Spinoza, a Man for All Seasons
Crossposted From Under the Fig Tree
The modern Jewish experience is awash in fascinating personalities whose imprint extends far and wide. Were you to compile a list of such people, Benedictus (né Baruch) Spinoza would undoubtedly be on it.
Streets are named after him, conferences mark his birthday and both paintings and plays take him as their subject. I.B. Singer introduced readers of the Forward to his writings while the city of Haifa boasted a Bet Shpinozah all its very own.

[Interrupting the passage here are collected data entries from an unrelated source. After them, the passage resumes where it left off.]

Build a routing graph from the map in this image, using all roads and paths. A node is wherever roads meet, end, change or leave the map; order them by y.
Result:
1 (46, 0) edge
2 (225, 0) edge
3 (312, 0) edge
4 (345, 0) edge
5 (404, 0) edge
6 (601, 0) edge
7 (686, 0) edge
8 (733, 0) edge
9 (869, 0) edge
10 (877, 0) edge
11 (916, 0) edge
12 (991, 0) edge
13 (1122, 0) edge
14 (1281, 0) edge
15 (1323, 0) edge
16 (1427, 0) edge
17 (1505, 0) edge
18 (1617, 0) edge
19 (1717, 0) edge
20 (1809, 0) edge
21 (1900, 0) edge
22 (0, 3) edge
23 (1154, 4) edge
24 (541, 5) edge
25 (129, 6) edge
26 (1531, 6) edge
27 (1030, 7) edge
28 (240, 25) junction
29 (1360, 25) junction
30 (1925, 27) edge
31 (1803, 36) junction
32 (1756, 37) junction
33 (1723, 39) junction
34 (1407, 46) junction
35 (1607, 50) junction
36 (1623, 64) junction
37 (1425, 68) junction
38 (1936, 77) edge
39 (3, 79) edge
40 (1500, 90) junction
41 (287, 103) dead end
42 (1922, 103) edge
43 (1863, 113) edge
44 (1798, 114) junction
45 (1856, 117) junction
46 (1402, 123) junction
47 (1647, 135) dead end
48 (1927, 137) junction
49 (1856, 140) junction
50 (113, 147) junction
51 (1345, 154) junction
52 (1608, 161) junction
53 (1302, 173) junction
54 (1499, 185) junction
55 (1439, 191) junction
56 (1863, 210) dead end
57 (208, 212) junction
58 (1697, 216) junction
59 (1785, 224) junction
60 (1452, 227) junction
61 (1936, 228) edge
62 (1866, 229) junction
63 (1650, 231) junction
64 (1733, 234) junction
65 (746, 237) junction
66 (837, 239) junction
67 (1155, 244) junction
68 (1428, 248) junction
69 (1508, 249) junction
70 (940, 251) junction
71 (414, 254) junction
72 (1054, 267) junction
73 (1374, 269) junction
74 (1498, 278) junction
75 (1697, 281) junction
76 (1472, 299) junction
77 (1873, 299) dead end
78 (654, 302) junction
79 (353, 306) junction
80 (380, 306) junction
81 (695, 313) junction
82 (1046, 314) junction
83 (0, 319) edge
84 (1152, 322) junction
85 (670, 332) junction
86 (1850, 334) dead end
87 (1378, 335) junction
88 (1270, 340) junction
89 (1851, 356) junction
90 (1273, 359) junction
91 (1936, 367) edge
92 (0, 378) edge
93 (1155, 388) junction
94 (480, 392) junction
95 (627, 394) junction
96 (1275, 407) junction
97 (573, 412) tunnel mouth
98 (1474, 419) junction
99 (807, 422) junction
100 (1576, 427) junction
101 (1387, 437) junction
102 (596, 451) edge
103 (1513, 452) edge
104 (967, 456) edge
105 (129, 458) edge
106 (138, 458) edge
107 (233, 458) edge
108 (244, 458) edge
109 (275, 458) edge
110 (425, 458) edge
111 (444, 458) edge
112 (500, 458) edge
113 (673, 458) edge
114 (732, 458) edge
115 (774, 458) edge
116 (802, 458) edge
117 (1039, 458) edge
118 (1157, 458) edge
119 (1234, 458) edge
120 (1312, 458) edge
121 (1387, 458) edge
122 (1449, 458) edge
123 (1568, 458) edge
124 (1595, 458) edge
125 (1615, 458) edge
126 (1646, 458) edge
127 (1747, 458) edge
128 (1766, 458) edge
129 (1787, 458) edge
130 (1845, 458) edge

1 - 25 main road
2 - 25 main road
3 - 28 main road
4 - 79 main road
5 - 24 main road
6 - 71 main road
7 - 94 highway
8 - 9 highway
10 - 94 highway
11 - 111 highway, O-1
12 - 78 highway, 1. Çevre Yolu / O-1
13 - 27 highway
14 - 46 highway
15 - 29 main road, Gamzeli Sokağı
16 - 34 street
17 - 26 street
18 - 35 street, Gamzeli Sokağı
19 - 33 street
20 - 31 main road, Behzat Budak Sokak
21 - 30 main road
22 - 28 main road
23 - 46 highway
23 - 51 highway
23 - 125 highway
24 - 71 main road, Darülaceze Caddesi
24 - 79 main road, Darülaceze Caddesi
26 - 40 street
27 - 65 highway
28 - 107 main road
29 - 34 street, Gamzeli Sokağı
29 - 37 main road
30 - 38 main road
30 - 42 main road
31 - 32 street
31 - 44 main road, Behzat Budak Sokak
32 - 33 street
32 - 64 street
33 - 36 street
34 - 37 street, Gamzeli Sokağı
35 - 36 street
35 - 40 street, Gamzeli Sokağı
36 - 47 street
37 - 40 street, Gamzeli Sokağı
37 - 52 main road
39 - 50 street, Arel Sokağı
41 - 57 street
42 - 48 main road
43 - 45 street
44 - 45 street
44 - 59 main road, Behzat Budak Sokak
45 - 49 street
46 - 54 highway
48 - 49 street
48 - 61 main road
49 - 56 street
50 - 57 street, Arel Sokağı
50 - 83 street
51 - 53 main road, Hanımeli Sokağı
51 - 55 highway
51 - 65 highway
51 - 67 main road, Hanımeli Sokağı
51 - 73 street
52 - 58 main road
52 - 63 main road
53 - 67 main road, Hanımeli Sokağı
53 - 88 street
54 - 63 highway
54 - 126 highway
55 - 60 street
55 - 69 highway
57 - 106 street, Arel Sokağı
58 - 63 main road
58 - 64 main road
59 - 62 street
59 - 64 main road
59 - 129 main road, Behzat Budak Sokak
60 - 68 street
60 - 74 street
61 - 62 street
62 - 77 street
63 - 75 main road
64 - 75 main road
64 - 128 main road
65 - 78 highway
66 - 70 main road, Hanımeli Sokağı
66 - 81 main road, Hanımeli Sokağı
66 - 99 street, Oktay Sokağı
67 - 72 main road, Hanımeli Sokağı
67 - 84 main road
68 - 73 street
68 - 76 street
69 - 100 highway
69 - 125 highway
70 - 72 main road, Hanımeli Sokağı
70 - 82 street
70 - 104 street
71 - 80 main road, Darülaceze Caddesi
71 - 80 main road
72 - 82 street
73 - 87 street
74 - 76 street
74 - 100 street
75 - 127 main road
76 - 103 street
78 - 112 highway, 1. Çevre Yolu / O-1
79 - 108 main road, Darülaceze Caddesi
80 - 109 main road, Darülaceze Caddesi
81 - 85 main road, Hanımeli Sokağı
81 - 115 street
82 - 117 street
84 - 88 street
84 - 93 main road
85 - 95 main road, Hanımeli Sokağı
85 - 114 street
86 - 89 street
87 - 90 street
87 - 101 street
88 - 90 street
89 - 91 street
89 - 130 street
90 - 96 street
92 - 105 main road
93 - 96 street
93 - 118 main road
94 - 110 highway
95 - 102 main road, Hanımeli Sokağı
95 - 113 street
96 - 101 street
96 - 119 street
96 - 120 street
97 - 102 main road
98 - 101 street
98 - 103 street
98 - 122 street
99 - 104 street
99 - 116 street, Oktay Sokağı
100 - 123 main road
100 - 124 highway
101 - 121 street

Despite Spinoza’s enduring fame — some might even say his notoriety — little about the man — or more to the point, his legacy — remained fixed over time. As “The First Modern Jew,” the compelling and eye-opening new book by my colleague, Daniel Schwartz, makes clear, Spinoza had something to say to just about everyone: Zionists claimed him, as did Yiddishists. The German Jewish champions of Bildung took a real shine to Spinoza and so, too, did East European devotees of the Haskalah.
How so many different ideological and cultural communities kept Spinoza in their sights is the subject of Schwartz’s inquiry, which casts a keen and discerning eye on the complicated process by which a “heretic turned hero.”
At a time when Spinoza’s name was mud in some quarters, Moses Mendelssohn championed him, insisting that the philosopher did not deserve opprobrium but instead should be “decorated with flowers.”
May Schwartz’s book — his very first — be similarly laureled.